### INSTRUCTIONS TO FOLLOW
Each entry below must be repeated word for word.

+ + + +

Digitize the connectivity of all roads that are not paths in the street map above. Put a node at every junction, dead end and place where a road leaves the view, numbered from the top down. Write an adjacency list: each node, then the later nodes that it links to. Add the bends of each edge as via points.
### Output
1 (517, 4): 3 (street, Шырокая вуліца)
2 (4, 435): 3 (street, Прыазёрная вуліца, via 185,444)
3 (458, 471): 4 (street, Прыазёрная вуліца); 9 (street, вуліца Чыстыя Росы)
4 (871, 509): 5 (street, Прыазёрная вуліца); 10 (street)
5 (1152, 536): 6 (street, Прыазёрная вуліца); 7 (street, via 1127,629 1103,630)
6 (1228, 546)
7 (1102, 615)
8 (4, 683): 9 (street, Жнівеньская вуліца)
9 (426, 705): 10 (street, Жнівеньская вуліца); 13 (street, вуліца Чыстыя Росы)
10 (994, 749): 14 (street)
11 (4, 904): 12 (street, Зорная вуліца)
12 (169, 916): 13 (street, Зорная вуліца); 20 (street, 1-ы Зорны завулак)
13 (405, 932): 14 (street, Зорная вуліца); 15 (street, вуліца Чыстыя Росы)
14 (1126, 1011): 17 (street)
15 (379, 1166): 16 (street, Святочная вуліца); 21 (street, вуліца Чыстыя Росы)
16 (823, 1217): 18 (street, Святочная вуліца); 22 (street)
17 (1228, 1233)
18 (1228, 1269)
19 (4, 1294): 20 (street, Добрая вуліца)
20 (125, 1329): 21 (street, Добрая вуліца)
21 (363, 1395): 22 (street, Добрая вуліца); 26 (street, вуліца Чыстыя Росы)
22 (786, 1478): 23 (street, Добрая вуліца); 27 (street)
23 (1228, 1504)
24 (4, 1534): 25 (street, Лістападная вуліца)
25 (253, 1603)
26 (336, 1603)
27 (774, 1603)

+ + + +

### RESULT
Digitize the connectivity of all roads that are not paths in the street map above. Put a node at every junction, dead end and place where a road leaves the view, numbered from the top down. Write an adjacency list: each node, then the later nodes that it links to. Add the bends of each edge as via points.
### Output
1 (517, 4): 3 (street, Шырокая вуліца)
2 (4, 435): 3 (street, Прыазёрная вуліца, via 185,444)
3 (458, 471): 4 (street, Прыазёрная вуліца); 9 (street, вуліца Чыстыя Росы)
4 (871, 509): 5 (street, Прыазёрная вуліца); 10 (street)
5 (1152, 536): 6 (street, Прыазёрная вуліца); 7 (street, via 1127,629 1103,630)
6 (1228, 546)
7 (1102, 615)
8 (4, 683): 9 (street, Жнівеньская вуліца)
9 (426, 705): 10 (street, Жнівеньская вуліца); 13 (street, вуліца Чыстыя Росы)
10 (994, 749): 14 (street)
11 (4, 904): 12 (street, Зорная вуліца)
12 (169, 916): 13 (street, Зорная вуліца); 20 (street, 1-ы Зорны завулак)
13 (405, 932): 14 (street, Зорная вуліца); 15 (street, вуліца Чыстыя Росы)
14 (1126, 1011): 17 (street)
15 (379, 1166): 16 (street, Святочная вуліца); 21 (street, вуліца Чыстыя Росы)
16 (823, 1217): 18 (street, Святочная вуліца); 22 (street)
17 (1228, 1233)
18 (1228, 1269)
19 (4, 1294): 20 (street, Добрая вуліца)
20 (125, 1329): 21 (street, Добрая вуліца)
21 (363, 1395): 22 (street, Добрая вуліца); 26 (street, вуліца Чыстыя Росы)
22 (786, 1478): 23 (street, Добрая вуліца); 27 (street)
23 (1228, 1504)
24 (4, 1534): 25 (street, Лістападная вуліца)
25 (253, 1603)
26 (336, 1603)
27 (774, 1603)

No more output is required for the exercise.